_Your objective:_ Whenever a line in the records below contains "bubble", pick it out.

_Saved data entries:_
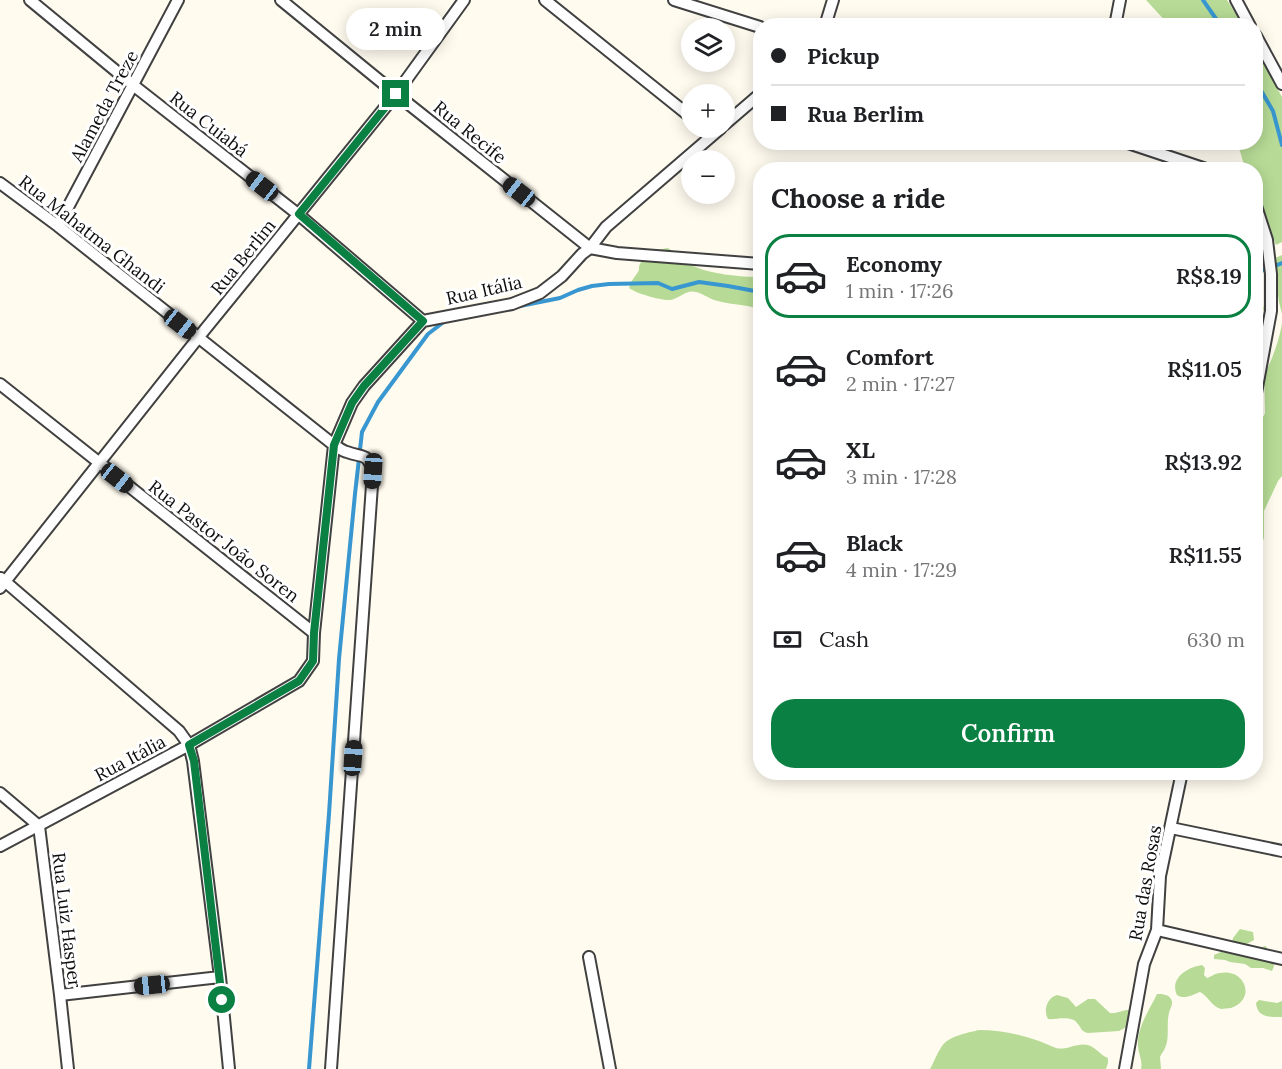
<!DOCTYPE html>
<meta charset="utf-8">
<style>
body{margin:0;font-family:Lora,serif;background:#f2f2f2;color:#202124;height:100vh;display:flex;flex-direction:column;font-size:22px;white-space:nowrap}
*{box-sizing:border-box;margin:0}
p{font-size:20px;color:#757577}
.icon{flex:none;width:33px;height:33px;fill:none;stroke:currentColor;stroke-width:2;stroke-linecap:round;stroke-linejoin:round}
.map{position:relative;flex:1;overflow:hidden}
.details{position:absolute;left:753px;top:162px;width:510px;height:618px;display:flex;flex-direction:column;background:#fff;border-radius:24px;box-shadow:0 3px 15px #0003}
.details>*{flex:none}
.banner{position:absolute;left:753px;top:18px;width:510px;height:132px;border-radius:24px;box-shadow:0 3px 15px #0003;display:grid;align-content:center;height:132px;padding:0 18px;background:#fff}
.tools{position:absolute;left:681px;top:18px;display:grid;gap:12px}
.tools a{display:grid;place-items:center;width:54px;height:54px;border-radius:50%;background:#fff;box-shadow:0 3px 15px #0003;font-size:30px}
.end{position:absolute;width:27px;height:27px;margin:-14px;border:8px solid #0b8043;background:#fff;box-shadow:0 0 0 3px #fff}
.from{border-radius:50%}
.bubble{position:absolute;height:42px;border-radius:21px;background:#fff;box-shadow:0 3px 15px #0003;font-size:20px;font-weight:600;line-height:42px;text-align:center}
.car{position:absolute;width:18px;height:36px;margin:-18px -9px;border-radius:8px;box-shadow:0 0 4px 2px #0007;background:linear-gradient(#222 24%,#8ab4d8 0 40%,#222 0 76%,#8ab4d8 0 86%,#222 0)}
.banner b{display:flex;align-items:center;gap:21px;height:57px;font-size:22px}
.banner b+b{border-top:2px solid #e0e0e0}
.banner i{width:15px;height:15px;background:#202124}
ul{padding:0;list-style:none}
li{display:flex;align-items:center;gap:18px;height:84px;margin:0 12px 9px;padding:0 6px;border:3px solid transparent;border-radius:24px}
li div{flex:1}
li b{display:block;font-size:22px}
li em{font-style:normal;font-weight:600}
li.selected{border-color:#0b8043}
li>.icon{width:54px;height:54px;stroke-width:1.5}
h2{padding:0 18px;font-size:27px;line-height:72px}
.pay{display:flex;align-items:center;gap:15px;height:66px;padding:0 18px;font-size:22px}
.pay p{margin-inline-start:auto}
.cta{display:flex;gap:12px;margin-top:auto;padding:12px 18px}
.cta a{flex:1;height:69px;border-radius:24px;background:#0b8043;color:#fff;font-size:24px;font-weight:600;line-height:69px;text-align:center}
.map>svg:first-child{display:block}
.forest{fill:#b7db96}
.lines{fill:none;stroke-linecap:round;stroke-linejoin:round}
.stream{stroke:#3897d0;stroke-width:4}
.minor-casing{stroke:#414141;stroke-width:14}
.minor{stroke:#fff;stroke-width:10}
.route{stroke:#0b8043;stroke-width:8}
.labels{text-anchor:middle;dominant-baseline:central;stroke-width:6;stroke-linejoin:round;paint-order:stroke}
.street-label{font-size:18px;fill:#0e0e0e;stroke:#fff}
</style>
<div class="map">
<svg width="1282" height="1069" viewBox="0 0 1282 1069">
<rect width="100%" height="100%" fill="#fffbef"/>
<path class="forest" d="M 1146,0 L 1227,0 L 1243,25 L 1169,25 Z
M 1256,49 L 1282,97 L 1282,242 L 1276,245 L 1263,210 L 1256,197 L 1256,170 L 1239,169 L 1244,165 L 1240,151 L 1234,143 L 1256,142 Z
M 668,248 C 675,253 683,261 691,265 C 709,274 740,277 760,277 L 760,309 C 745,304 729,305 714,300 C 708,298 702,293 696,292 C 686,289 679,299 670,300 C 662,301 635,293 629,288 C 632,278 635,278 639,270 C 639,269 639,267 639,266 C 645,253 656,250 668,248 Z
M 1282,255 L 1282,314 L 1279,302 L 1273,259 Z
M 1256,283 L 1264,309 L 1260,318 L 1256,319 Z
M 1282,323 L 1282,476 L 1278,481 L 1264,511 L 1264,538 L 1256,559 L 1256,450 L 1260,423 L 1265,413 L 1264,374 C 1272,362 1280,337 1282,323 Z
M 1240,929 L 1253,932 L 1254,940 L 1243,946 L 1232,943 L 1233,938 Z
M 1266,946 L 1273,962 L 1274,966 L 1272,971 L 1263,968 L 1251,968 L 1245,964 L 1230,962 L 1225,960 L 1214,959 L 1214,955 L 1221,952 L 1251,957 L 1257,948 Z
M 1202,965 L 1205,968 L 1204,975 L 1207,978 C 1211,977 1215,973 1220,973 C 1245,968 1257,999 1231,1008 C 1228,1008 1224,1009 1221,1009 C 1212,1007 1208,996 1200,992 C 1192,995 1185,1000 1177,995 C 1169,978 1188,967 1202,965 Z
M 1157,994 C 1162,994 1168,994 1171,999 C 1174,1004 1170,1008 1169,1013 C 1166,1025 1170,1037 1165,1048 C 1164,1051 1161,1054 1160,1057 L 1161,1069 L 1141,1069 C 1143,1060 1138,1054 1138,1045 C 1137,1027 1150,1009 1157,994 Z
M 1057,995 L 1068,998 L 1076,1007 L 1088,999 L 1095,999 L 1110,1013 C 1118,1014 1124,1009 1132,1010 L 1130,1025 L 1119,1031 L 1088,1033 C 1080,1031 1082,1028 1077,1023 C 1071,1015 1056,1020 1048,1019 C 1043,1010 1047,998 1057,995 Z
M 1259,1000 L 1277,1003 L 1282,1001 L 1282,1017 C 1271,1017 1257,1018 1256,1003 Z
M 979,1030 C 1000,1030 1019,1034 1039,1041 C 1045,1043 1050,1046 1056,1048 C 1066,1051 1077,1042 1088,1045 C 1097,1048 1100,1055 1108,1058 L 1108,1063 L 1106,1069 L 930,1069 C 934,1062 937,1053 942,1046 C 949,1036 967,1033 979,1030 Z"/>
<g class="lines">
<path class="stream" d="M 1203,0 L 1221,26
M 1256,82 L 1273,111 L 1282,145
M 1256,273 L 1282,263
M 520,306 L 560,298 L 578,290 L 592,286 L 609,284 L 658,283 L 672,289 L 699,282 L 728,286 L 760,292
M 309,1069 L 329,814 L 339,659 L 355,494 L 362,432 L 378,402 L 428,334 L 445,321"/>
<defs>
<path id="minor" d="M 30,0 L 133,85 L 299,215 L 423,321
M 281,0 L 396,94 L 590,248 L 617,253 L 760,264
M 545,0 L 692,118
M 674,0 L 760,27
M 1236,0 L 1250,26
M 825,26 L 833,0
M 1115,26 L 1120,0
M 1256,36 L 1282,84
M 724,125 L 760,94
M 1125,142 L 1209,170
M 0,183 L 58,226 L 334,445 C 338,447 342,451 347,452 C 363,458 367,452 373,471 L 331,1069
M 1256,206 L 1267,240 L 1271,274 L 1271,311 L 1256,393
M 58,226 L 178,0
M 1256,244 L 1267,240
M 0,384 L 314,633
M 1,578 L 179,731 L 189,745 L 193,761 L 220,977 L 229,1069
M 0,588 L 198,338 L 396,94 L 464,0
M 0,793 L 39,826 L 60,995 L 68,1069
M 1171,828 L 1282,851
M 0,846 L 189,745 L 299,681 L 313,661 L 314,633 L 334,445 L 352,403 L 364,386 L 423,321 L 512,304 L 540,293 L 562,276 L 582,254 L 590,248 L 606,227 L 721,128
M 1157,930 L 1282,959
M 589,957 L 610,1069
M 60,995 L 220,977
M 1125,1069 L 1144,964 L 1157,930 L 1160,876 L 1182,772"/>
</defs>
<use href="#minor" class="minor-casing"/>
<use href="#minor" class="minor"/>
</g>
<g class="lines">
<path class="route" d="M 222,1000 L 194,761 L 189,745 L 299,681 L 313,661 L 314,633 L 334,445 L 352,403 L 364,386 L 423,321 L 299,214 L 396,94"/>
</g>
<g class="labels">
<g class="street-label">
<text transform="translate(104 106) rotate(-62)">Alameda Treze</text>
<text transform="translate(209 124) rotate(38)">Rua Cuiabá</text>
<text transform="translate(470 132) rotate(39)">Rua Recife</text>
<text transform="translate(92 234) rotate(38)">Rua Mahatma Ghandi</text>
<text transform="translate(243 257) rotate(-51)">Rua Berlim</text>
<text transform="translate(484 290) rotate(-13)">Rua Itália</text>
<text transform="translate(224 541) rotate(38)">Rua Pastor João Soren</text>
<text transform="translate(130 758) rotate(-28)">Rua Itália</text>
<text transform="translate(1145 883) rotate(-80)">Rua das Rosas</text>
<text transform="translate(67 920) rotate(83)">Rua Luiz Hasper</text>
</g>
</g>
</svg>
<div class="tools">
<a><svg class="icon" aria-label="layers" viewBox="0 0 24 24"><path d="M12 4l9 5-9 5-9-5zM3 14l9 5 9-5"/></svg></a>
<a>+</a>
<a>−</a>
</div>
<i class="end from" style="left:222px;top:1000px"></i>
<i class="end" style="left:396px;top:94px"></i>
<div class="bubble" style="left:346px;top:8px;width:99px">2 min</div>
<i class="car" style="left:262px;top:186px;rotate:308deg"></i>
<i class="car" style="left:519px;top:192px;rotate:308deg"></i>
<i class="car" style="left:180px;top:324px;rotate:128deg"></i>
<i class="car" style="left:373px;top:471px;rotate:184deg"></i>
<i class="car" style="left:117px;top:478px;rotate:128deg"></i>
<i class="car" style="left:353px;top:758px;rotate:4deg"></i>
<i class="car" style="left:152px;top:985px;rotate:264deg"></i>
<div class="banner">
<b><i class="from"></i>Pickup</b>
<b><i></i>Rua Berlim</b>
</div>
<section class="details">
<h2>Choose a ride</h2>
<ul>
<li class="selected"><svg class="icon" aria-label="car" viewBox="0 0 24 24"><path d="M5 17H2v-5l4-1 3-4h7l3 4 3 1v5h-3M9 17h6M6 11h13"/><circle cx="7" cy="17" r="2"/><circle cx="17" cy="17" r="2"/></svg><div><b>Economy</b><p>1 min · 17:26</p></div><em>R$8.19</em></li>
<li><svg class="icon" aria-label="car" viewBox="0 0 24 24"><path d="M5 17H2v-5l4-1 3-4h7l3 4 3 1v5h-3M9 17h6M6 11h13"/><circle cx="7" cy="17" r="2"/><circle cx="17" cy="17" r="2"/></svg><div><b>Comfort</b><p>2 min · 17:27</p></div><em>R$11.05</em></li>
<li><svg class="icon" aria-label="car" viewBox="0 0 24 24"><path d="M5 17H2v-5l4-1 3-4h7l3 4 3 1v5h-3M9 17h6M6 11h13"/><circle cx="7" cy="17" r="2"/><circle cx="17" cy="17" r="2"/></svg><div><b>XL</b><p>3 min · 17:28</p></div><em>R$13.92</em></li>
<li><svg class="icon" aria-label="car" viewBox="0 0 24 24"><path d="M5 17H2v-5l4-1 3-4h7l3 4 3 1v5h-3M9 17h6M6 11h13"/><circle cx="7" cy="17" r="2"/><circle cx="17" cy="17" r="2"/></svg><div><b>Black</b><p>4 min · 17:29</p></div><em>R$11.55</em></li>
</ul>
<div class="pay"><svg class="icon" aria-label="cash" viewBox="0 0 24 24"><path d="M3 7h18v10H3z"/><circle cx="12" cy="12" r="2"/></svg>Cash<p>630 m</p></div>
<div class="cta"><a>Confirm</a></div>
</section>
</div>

_Response to this exercise:_
.bubble{position:absolute;height:42px;border-radius:21px;background:#fff;box-shadow:0 3px 15px #0003;font-size:20px;font-weight:600;line-height:42px;text-align:center}
<div class="bubble" style="left:346px;top:8px;width:99px">2 min</div>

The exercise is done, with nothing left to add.